The fate of thousands of dollars’ worth of felled logs led to felony charges against a Minnesota man accused of fleecing the man he first hired to take down the trees.

Jason Nils Carlson, 43, is scheduled to make his first appearance Oct. 12 in Pierce County Circuit Court on one count of felony theft and one count of removal or damage to encumbered property.

The charges stemmed from incidents between April 20 and May 23 in the town of River Falls, where Carlson hired another man to harvest trees from a property at W7964 810th Ave.

According to a criminal complaint filed in the case, the Blaine, Minn., resident hired Roland Dent to remove trees from property owned by Carlson’s mother and late father in a deal where the men agreed to split the proceeds from the sale of the logs.

The trees were felled on April 20 and Dent cut Carlson a check for $7,000 on April 29, according to the complaint. The check represented prepayment for Carlson’s share of the logs; he cashed the check in Dent’s presence, the complaint states.

Dent told authorities the logs were there when he checked on them May 15, but were gone when he returned to the site on May 23.

According to the complaint, the logs were taken away in the interim by a third party, Schmitt Timber. The complaint states Schmitt Timber hauled off the logs on May 19 at the direction of Carlson.

Carlson allegedly told company representative Jeff Schmitt that Dent had been paid for the logs. The complaint states Schmitt Timber -- at Carlson’s direction -- paid $4,519 to Carlson’s mother for the logs. The mother confirmed with Pierce County deputies later in May that her son had someone come to remove the logs.

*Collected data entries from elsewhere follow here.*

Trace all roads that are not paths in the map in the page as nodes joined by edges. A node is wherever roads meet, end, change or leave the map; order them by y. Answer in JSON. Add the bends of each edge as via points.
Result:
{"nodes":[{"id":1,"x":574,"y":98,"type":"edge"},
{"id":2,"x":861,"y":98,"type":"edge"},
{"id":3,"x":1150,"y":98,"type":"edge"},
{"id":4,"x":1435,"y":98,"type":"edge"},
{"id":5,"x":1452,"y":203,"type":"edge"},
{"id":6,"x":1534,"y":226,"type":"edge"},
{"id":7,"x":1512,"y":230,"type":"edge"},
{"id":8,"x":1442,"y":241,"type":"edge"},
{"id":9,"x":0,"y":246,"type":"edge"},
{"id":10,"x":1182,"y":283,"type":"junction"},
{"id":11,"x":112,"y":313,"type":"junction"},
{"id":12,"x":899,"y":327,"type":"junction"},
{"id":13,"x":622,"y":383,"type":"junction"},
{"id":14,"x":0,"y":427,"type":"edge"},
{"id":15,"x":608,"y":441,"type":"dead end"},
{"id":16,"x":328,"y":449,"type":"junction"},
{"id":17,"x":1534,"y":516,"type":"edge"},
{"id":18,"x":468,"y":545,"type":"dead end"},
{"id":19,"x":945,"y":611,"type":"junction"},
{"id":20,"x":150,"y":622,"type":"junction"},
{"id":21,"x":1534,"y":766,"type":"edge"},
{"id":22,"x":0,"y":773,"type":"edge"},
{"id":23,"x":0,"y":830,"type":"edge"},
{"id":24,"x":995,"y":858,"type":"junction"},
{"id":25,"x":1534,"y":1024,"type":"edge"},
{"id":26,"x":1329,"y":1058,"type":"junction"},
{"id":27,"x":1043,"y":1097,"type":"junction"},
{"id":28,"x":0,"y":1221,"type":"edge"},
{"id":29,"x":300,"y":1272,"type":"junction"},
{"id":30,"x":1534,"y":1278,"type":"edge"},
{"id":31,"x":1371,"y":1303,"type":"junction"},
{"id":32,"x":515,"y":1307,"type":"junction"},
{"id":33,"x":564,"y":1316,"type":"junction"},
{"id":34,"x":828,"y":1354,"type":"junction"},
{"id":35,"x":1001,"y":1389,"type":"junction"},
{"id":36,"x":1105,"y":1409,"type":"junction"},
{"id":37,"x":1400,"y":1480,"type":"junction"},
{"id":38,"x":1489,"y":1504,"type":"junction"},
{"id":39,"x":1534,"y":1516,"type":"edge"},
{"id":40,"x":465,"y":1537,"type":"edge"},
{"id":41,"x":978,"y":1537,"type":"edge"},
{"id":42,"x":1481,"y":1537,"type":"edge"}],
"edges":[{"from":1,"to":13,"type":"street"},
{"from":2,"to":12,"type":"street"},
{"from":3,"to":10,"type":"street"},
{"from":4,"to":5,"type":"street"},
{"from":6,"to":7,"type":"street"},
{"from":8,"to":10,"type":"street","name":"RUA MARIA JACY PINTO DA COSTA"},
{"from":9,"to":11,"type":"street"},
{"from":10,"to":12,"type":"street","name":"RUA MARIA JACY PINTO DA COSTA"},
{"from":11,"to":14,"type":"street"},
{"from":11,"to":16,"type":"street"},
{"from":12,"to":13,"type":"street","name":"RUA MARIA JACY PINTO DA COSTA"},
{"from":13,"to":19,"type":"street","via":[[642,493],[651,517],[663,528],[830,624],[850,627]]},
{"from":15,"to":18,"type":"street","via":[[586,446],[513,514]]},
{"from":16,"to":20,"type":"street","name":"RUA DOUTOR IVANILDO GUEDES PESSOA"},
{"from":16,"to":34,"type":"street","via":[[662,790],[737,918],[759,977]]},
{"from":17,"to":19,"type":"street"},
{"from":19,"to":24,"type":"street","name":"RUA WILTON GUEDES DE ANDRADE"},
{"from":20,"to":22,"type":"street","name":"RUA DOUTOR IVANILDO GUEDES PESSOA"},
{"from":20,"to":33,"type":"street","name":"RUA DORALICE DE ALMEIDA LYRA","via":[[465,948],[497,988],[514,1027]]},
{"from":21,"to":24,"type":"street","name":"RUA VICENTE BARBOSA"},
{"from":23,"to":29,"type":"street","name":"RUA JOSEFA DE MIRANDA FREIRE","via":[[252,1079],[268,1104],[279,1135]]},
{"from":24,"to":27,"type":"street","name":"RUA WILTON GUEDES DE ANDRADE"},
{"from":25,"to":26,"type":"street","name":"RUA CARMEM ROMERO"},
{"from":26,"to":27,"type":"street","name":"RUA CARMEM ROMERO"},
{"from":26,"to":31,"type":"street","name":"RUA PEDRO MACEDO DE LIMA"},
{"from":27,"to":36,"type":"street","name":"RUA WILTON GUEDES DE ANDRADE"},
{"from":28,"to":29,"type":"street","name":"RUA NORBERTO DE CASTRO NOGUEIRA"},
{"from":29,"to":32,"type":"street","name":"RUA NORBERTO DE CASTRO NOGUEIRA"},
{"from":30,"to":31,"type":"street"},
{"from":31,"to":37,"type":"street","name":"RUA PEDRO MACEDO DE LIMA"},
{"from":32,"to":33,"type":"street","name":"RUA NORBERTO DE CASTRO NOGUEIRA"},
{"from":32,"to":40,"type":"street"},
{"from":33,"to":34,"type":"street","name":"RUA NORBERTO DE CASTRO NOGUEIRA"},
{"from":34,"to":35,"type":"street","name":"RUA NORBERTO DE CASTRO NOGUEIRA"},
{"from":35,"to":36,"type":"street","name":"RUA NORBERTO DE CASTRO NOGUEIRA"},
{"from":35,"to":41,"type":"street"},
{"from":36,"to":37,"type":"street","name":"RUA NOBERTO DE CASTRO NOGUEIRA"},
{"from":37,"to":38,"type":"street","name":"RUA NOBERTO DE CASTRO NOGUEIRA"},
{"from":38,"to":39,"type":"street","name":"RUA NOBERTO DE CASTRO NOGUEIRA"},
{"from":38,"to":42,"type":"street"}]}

Dent told authorities the value of the missing logs was $9,700.

Meanwhile, deputies received a complaint from a neighbor of the Carlson property that logs removed from there had actually been taken from his land without his permission. The complaint states Dent later paid the neighbor $2,000 for those logs, which had been inadvertently taken.

The complaint states the Carlson property had been in foreclosure since February 2013 -- terms of which prohibited waste on the property.